中国の寒食行事も日本では仏教と結びつき、寒い東北地方の寺院、特に盛岡の寺院が中心になって、日本独

特の寒食行事になる。

 冬至の翌日から105日目、春分の翌日から15日目にあたる「清明節」の前日と翌日の三日間を寒食と

したもので、数日前から準備した食べ物を寺言葉で「かんじき」これが盛岡弁に訛って「がんずぎ」になる。

この食べ物の中に餅菓子でパンのようにスポンジ状のものがあったもので、特別に意識して作られたもので

はない。三角形になったものは仏教の「三徳」「三悪」「三角曼荼羅」に結びついてきたもので、いずれも発

祥は盛岡の寺院の寒食が起源のようです。

盛岡には三角形にした「かまやぎ」「おひゅうじ」「ずだもぢ」「ひしもぢ」という菓子が多くある。

「ひゅうじ」は死者の頭に付ける「頭陀」の盛岡弁です。

 

がんずき」菓子の味、色、形、寸法など特徴。盛岡の寺院や旧家に伝わる古文書などに記録が散見される。

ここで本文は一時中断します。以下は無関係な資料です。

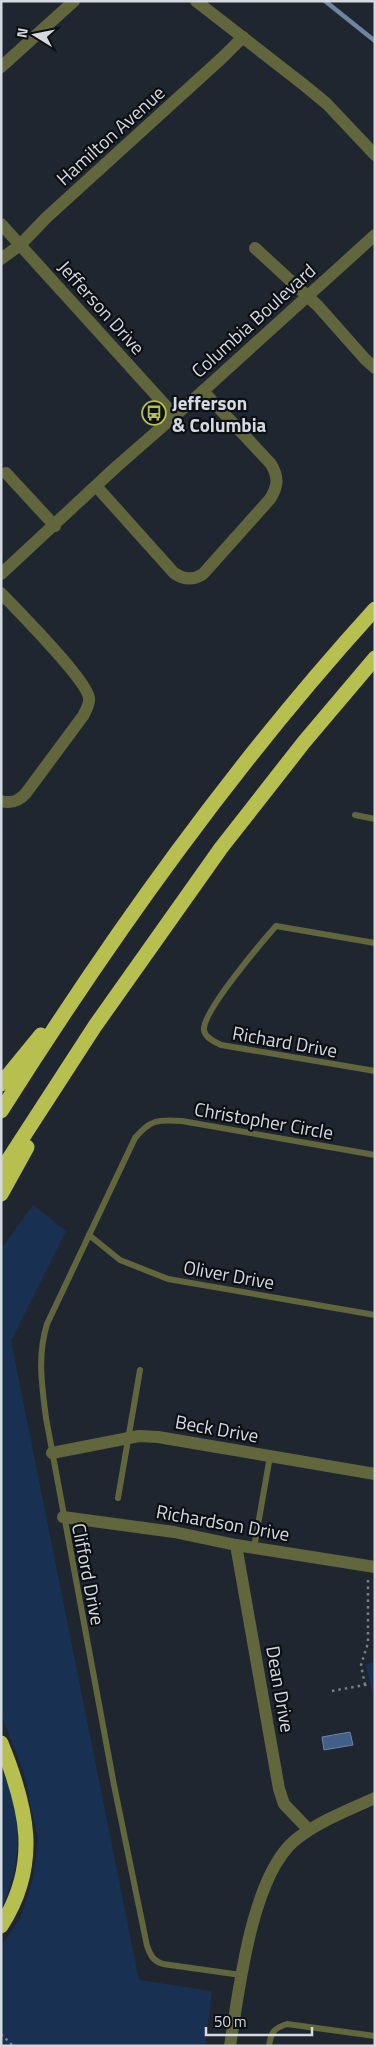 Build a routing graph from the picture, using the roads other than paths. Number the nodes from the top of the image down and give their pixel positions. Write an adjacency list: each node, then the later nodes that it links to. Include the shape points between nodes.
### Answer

 初期の「がんずぎ」の味はゴマをまぶした塩味。もち米など精米や精麦しない粉を使ったので黒っぽい色。

形は三角形です。寸法は6寸×6寸の正四角形を、対辺角から二等分した三角形です。三角形の頂点には仏

教の「三徳」「三悪」「三角曼荼羅」が宿ると言われている。

六という数字は、1間は6尺という建築寸法からです。寺院の建築する寸法は「弓・きゅう」という長さの単位でり、寺院の柱は「丸柱」で直径2尺や3尺と太いものを使う。

柱の中心から次の柱の中心まで相当の距離長さがあり、1間を6尺に寸法取りすると端数が出るため、

1間を6尺、6尺5寸、7尺4寸と便宜上この寸法が考案される。これが江戸間、京間という家屋建築の部

屋の広さの寸法に発展してくる。